- WHAT IS NEEDED -
Where does the string "Circus" occur in the records below? Copy every line that holds it.
------ DATA SUPPLIED
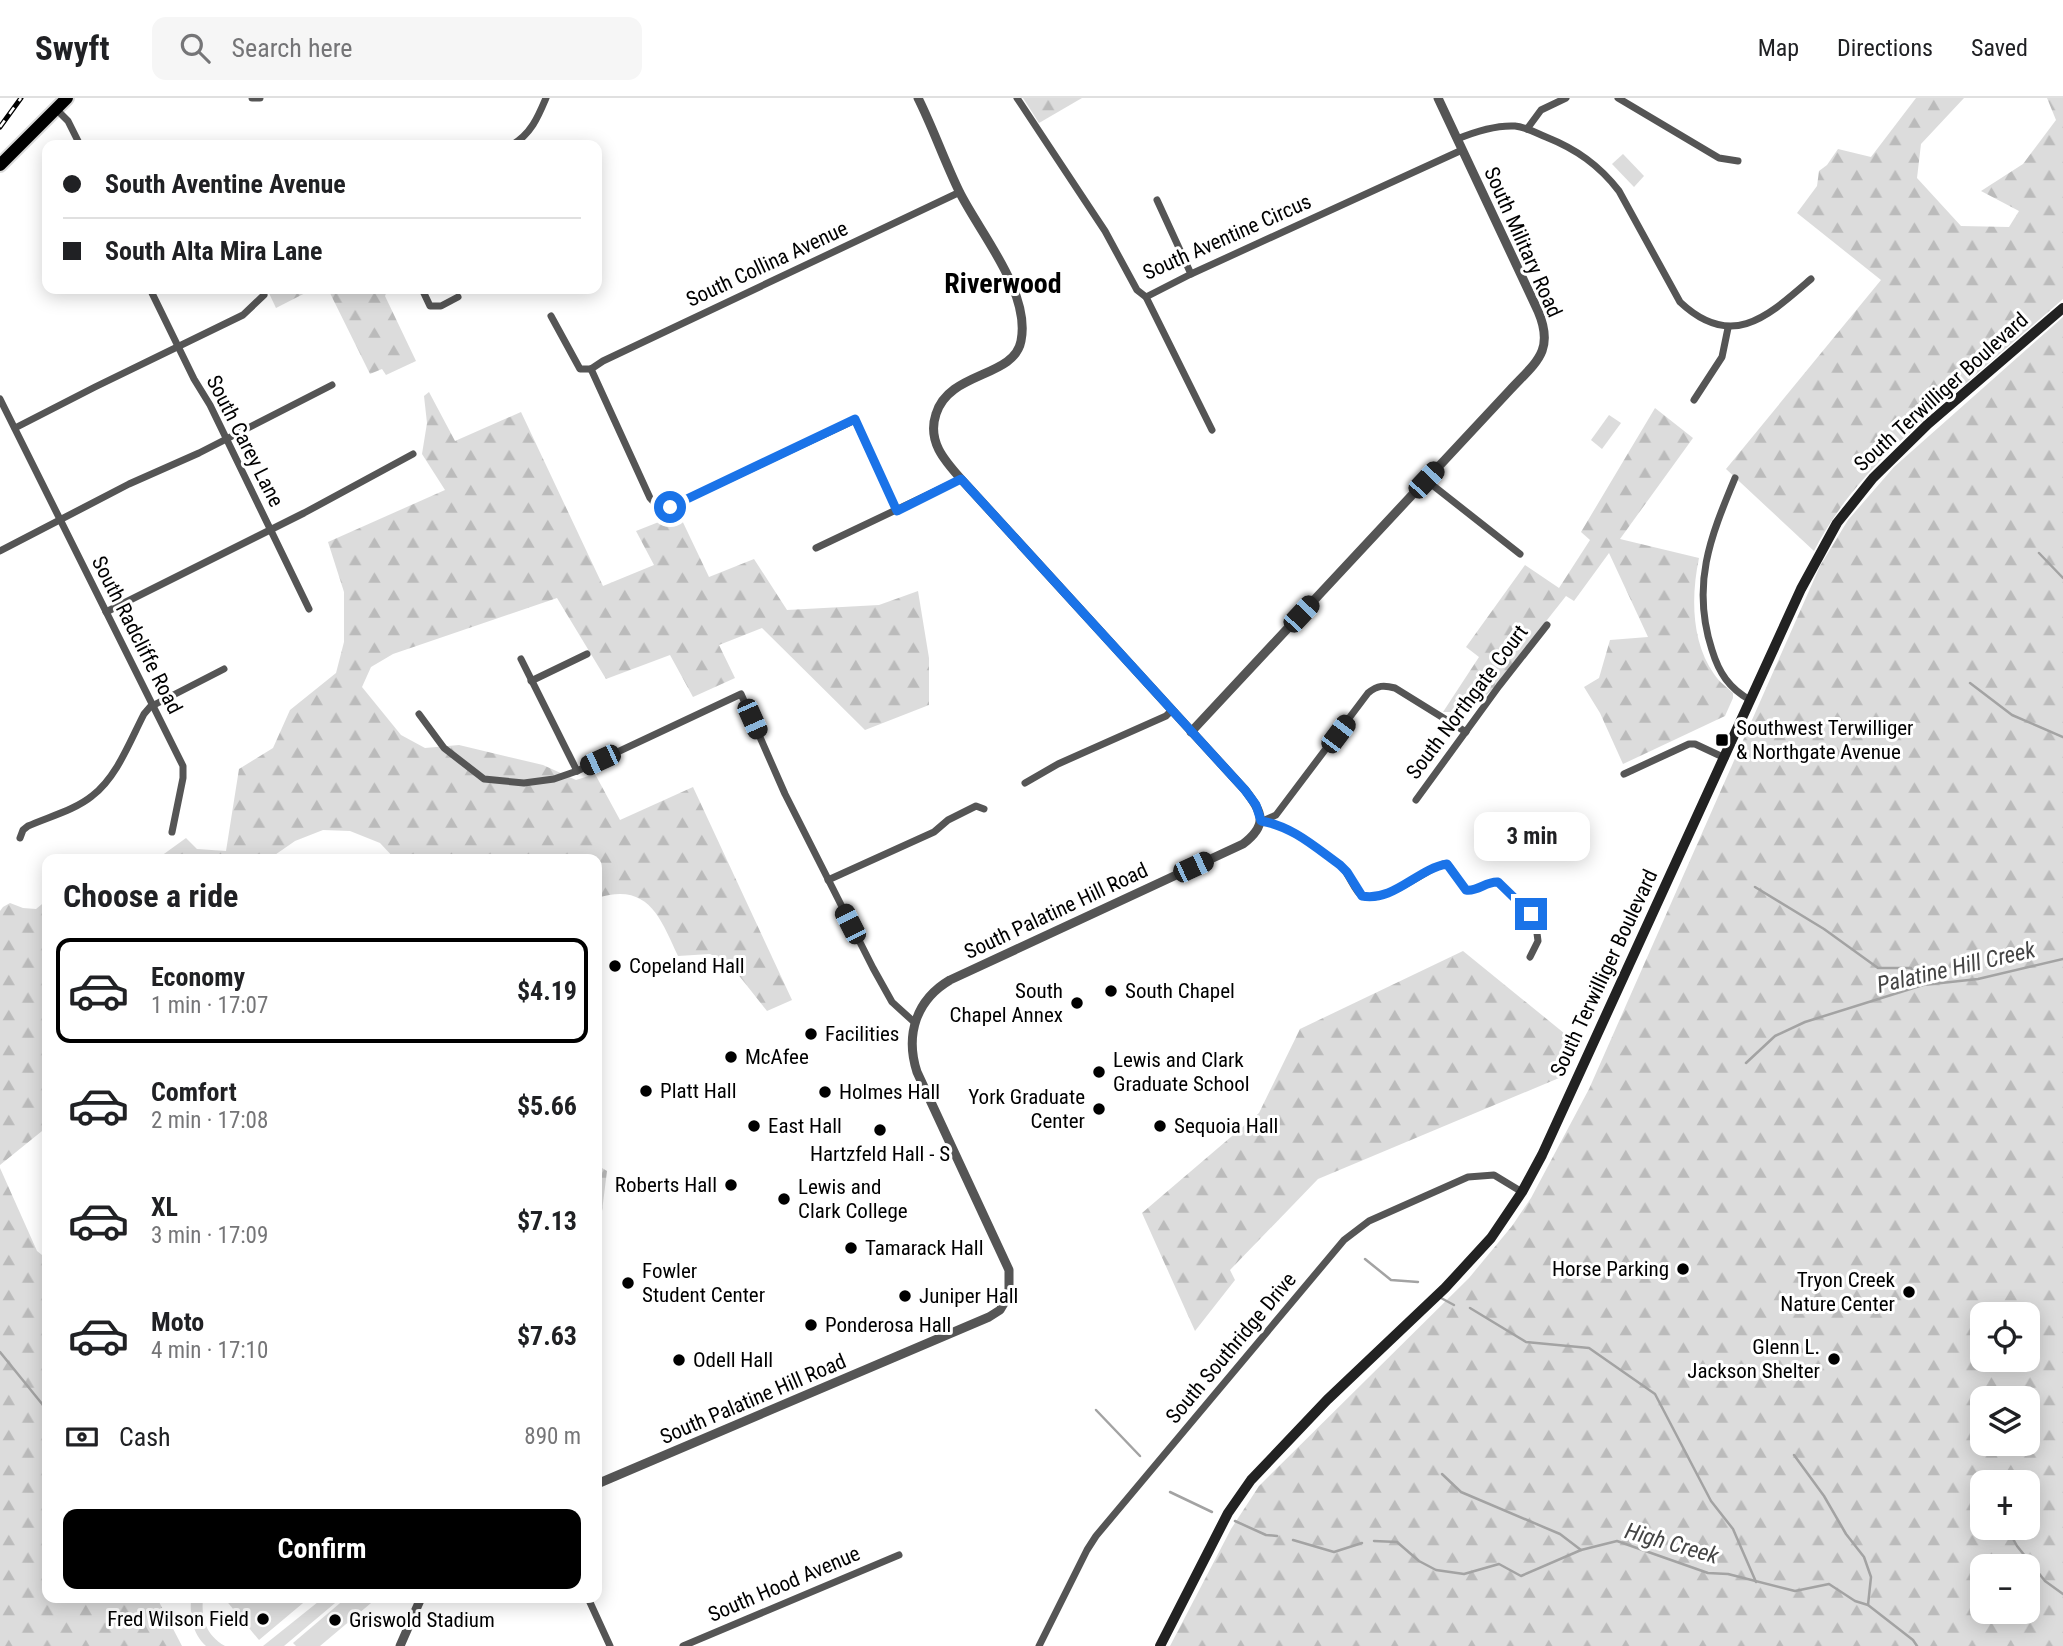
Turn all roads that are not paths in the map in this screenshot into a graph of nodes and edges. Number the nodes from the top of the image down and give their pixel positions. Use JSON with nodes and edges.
{"nodes":[{"id":1,"x":67,"y":98,"type":"edge"},
{"id":2,"x":252,"y":98,"type":"edge"},
{"id":3,"x":260,"y":98,"type":"edge"},
{"id":4,"x":546,"y":98,"type":"edge"},
{"id":5,"x":918,"y":98,"type":"edge"},
{"id":6,"x":1017,"y":98,"type":"edge"},
{"id":7,"x":1438,"y":98,"type":"edge"},
{"id":8,"x":1566,"y":98,"type":"edge"},
{"id":9,"x":1618,"y":98,"type":"edge"},
{"id":10,"x":56,"y":108,"type":"junction"},
{"id":11,"x":1527,"y":129,"type":"junction"},
{"id":12,"x":1457,"y":139,"type":"junction"},
{"id":13,"x":78,"y":140,"type":"edge"},
{"id":14,"x":521,"y":140,"type":"edge"},
{"id":15,"x":1462,"y":150,"type":"junction"},
{"id":16,"x":1738,"y":161,"type":"dead end"},
{"id":17,"x":0,"y":164,"type":"edge"},
{"id":18,"x":960,"y":192,"type":"junction"},
{"id":19,"x":1157,"y":200,"type":"dead end"},
{"id":20,"x":1191,"y":274,"type":"junction"},
{"id":21,"x":1811,"y":279,"type":"dead end"},
{"id":22,"x":152,"y":294,"type":"edge"},
{"id":23,"x":424,"y":294,"type":"edge"},
{"id":24,"x":264,"y":295,"type":"dead end"},
{"id":25,"x":458,"y":297,"type":"dead end"},
{"id":26,"x":1146,"y":297,"type":"junction"},
{"id":27,"x":2063,"y":308,"type":"edge"},
{"id":28,"x":551,"y":316,"type":"dead end"},
{"id":29,"x":1728,"y":328,"type":"junction"},
{"id":30,"x":178,"y":346,"type":"junction"},
{"id":31,"x":591,"y":369,"type":"junction"},
{"id":32,"x":332,"y":385,"type":"dead end"},
{"id":33,"x":0,"y":399,"type":"edge"},
{"id":34,"x":1694,"y":400,"type":"dead end"},
{"id":35,"x":15,"y":428,"type":"junction"},
{"id":36,"x":1212,"y":430,"type":"dead end"},
{"id":37,"x":226,"y":439,"type":"junction"},
{"id":38,"x":413,"y":454,"type":"dead end"},
{"id":39,"x":1735,"y":478,"type":"dead end"},
{"id":40,"x":961,"y":479,"type":"junction"},
{"id":41,"x":1426,"y":480,"type":"junction"},
{"id":42,"x":897,"y":511,"type":"junction"},
{"id":43,"x":60,"y":520,"type":"junction"},
{"id":44,"x":270,"y":530,"type":"junction"},
{"id":45,"x":816,"y":548,"type":"dead end"},
{"id":46,"x":0,"y":551,"type":"edge"},
{"id":47,"x":1520,"y":554,"type":"dead end"},
{"id":48,"x":309,"y":609,"type":"dead end"},
{"id":49,"x":106,"y":612,"type":"junction"},
{"id":50,"x":1547,"y":625,"type":"dead end"},
{"id":51,"x":587,"y":654,"type":"dead end"},
{"id":52,"x":521,"y":659,"type":"dead end"},
{"id":53,"x":224,"y":669,"type":"dead end"},
{"id":54,"x":531,"y":681,"type":"junction"},
{"id":55,"x":1750,"y":700,"type":"junction"},
{"id":56,"x":153,"y":706,"type":"junction"},
{"id":57,"x":1171,"y":711,"type":"junction"},
{"id":58,"x":419,"y":714,"type":"dead end"},
{"id":59,"x":1191,"y":732,"type":"junction"},
{"id":60,"x":1466,"y":732,"type":"junction"},
{"id":61,"x":1724,"y":758,"type":"junction"},
{"id":62,"x":577,"y":771,"type":"junction"},
{"id":63,"x":1624,"y":774,"type":"dead end"},
{"id":64,"x":1025,"y":783,"type":"dead end"},
{"id":65,"x":1416,"y":800,"type":"dead end"},
{"id":66,"x":984,"y":809,"type":"dead end"},
{"id":67,"x":1261,"y":821,"type":"junction"},
{"id":68,"x":172,"y":832,"type":"dead end"},
{"id":69,"x":20,"y":838,"type":"dead end"},
{"id":70,"x":828,"y":880,"type":"junction"},
{"id":71,"x":1530,"y":957,"type":"dead end"},
{"id":72,"x":914,"y":1022,"type":"junction"},
{"id":73,"x":1522,"y":1192,"type":"junction"},
{"id":74,"x":602,"y":1482,"type":"edge"},
{"id":75,"x":899,"y":1555,"type":"dead end"},
{"id":76,"x":419,"y":1603,"type":"edge"},
{"id":77,"x":590,"y":1603,"type":"edge"},
{"id":78,"x":400,"y":1646,"type":"edge"},
{"id":79,"x":610,"y":1646,"type":"edge"},
{"id":80,"x":684,"y":1646,"type":"edge"},
{"id":81,"x":1039,"y":1646,"type":"edge"},
{"id":82,"x":1160,"y":1646,"type":"edge"}],
"edges":[{"from":1,"to":10,"type":"main road"},
{"from":2,"to":3,"type":"street"},
{"from":4,"to":14,"type":"street"},
{"from":5,"to":18,"type":"street"},
{"from":6,"to":26,"type":"street","name":"South Aventine Circus"},
{"from":7,"to":12,"type":"street","name":"South Military Road"},
{"from":8,"to":11,"type":"street"},
{"from":9,"to":16,"type":"street"},
{"from":10,"to":13,"type":"street"},
{"from":10,"to":17,"type":"main road"},
{"from":11,"to":12,"type":"street"},
{"from":11,"to":29,"type":"street"},
{"from":12,"to":15,"type":"street","name":"South Military Road"},
{"from":15,"to":20,"type":"street","name":"South Aventine Circus"},
{"from":15,"to":41,"type":"street","name":"South Military Road"},
{"from":18,"to":31,"type":"street","name":"South Collina Avenue"},
{"from":18,"to":40,"type":"street"},
{"from":19,"to":20,"type":"street"},
{"from":20,"to":26,"type":"street","name":"South Aventine Circus"},
{"from":21,"to":29,"type":"street"},
{"from":22,"to":30,"type":"street","name":"South Carey Lane"},
{"from":23,"to":25,"type":"street"},
{"from":24,"to":30,"type":"street"},
{"from":26,"to":36,"type":"street"},
{"from":27,"to":55,"type":"main road","name":"South Terwilliger Boulevard"},
{"from":28,"to":31,"type":"street"},
{"from":29,"to":34,"type":"street"},
{"from":30,"to":35,"type":"street"},
{"from":30,"to":37,"type":"street","name":"South Carey Lane"},
{"from":31,"to":42,"type":"street"},
{"from":32,"to":37,"type":"street"},
{"from":33,"to":35,"type":"street","name":"South Radcliffe Road"},
{"from":35,"to":43,"type":"street","name":"South Radcliffe Road"},
{"from":37,"to":43,"type":"street"},
{"from":37,"to":44,"type":"street","name":"South Carey Lane"},
{"from":38,"to":44,"type":"street"},
{"from":39,"to":55,"type":"street"},
{"from":40,"to":42,"type":"street"},
{"from":40,"to":57,"type":"street"},
{"from":41,"to":47,"type":"street"},
{"from":41,"to":59,"type":"street","name":"South Military Road"},
{"from":42,"to":45,"type":"street"},
{"from":43,"to":46,"type":"street"},
{"from":43,"to":49,"type":"street","name":"South Radcliffe Road"},
{"from":44,"to":48,"type":"street","name":"South Carey Lane"},
{"from":44,"to":49,"type":"street"},
{"from":49,"to":56,"type":"street","name":"South Radcliffe Road"},
{"from":50,"to":60,"type":"street","name":"South Northgate Court"},
{"from":51,"to":54,"type":"street"},
{"from":52,"to":54,"type":"street"},
{"from":53,"to":56,"type":"street"},
{"from":54,"to":62,"type":"street"},
{"from":55,"to":61,"type":"main road","name":"South Terwilliger Boulevard"},
{"from":56,"to":68,"type":"street","name":"South Radcliffe Road"},
{"from":56,"to":69,"type":"street"},
{"from":57,"to":59,"type":"street"},
{"from":57,"to":64,"type":"street"},
{"from":58,"to":62,"type":"street"},
{"from":59,"to":67,"type":"street"},
{"from":60,"to":65,"type":"street","name":"South Northgate Court"},
{"from":60,"to":67,"type":"street"},
{"from":61,"to":63,"type":"street"},
{"from":61,"to":73,"type":"main road","name":"South Terwilliger Boulevard"},
{"from":62,"to":70,"type":"street"},
{"from":66,"to":70,"type":"street"},
{"from":67,"to":71,"type":"street"},
{"from":67,"to":72,"type":"street","name":"South Palatine Hill Road"},
{"from":70,"to":72,"type":"street"},
{"from":72,"to":74,"type":"street","name":"South Palatine Hill Road"},
{"from":73,"to":81,"type":"street","name":"South Southridge Drive"},
{"from":73,"to":82,"type":"main road","name":"South Terwilliger Boulevard"},
{"from":75,"to":80,"type":"street","name":"South Hood Avenue"},
{"from":76,"to":78,"type":"street"},
{"from":77,"to":79,"type":"street"}]}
------------
- EXERCISE RESULT -
{"from":6,"to":26,"type":"street","name":"South Aventine Circus"},
{"from":15,"to":20,"type":"street","name":"South Aventine Circus"},
{"from":20,"to":26,"type":"street","name":"South Aventine Circus"},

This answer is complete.